Dataset excerpts:
[Start of section]

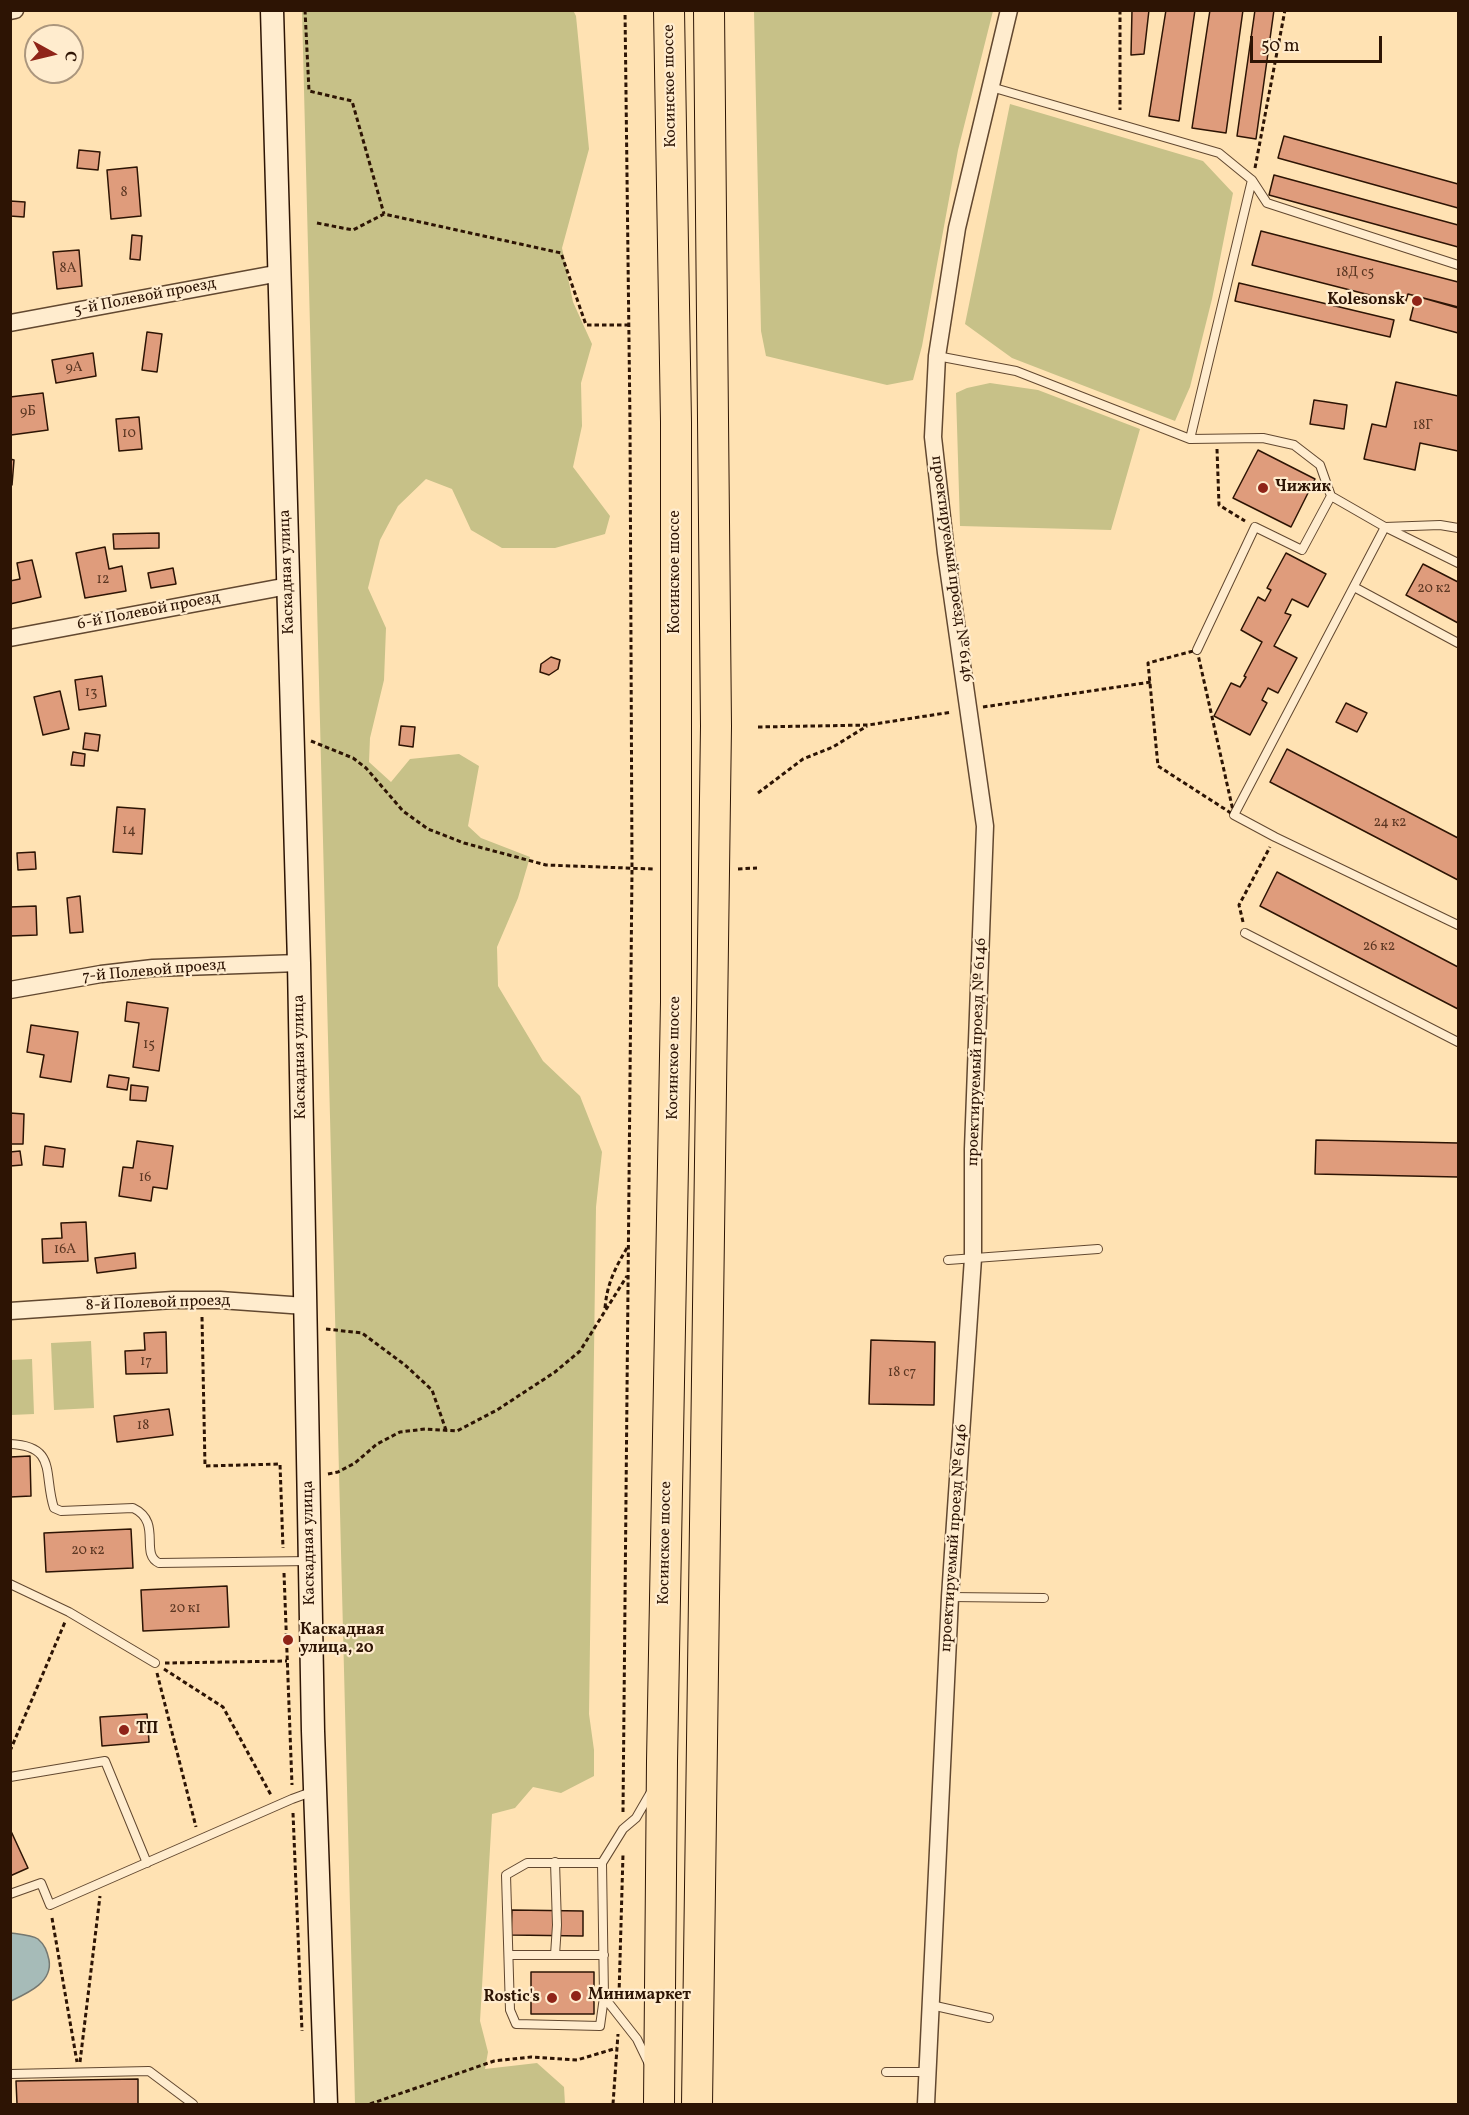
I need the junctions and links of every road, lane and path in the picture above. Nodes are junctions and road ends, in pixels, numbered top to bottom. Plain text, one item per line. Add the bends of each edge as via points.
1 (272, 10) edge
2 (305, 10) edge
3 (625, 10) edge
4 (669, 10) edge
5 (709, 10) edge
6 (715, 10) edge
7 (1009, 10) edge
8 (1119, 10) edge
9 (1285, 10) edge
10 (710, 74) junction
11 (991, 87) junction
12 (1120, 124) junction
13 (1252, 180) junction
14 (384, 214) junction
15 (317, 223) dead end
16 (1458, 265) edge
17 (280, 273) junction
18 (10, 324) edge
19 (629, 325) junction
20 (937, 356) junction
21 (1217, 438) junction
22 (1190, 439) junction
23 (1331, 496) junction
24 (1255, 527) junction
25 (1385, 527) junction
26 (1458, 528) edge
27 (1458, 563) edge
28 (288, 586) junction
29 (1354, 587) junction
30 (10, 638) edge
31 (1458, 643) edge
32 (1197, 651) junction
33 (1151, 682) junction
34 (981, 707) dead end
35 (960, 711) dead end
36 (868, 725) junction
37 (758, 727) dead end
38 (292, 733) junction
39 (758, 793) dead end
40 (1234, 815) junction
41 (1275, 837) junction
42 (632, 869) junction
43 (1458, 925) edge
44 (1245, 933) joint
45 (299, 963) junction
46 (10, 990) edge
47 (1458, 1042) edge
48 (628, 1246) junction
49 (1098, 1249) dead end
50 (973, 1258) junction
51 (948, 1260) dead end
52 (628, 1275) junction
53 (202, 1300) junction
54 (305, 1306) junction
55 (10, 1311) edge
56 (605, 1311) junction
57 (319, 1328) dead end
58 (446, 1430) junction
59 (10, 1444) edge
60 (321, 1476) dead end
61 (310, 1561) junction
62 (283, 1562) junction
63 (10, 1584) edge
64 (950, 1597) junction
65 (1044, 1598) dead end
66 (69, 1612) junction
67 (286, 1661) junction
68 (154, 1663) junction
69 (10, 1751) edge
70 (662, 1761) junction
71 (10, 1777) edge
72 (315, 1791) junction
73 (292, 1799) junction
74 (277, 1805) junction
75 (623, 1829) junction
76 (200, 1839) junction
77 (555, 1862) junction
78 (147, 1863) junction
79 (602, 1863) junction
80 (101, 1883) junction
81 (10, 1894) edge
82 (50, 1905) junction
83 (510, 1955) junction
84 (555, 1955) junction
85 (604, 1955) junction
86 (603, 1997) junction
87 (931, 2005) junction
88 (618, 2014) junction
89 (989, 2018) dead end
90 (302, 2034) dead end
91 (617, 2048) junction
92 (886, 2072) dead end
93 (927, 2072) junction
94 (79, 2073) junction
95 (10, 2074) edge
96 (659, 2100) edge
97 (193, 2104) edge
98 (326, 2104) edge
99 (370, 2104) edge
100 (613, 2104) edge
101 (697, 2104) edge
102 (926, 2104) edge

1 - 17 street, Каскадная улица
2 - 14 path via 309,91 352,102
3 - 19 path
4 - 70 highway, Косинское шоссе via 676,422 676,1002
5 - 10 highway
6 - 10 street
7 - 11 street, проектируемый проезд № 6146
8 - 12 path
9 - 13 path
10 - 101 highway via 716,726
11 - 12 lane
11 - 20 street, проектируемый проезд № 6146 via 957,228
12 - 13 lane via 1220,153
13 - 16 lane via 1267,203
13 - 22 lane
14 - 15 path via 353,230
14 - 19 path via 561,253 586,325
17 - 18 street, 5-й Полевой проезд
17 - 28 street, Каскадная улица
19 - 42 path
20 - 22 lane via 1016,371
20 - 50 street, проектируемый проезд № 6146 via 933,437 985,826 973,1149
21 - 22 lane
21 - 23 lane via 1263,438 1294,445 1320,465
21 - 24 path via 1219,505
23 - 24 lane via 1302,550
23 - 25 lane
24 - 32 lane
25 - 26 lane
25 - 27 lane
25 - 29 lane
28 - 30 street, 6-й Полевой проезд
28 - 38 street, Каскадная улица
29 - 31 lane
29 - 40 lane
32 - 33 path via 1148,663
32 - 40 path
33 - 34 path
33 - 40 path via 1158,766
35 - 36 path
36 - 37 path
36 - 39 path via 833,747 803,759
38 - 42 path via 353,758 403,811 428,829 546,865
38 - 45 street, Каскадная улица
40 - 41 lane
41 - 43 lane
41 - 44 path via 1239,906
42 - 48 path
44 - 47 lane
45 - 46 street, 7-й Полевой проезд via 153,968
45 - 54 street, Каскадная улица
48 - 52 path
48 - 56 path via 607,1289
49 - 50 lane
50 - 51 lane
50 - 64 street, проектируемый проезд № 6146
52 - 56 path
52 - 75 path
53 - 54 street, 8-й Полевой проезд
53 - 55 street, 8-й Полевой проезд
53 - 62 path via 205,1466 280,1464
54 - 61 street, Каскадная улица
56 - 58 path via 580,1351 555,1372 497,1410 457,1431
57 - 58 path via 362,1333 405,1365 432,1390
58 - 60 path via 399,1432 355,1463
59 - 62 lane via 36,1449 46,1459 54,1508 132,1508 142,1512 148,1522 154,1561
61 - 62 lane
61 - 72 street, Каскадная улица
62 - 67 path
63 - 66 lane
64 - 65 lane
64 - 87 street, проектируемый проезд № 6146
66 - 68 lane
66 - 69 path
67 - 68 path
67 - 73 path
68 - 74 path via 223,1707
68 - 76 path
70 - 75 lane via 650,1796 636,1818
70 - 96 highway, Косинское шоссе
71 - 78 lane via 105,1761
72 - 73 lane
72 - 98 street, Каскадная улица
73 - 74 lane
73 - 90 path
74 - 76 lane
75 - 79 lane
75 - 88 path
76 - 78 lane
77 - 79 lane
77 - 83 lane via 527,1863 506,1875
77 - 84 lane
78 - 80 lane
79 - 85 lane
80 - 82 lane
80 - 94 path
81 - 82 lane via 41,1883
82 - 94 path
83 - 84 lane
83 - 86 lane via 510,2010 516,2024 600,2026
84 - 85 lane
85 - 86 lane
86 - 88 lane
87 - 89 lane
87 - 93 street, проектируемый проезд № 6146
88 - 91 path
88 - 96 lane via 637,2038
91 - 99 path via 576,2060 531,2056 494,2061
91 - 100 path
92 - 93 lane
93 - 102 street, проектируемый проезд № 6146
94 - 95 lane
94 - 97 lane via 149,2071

[End of section]

Task item ▸ Only lines that hold the string "Полевой" belong in the answer, so copy every one of them from the records.

Result of this task ▸
17 - 18 street, 5-й Полевой проезд
28 - 30 street, 6-й Полевой проезд
45 - 46 street, 7-й Полевой проезд via 153,968
53 - 54 street, 8-й Полевой проезд
53 - 55 street, 8-й Полевой проезд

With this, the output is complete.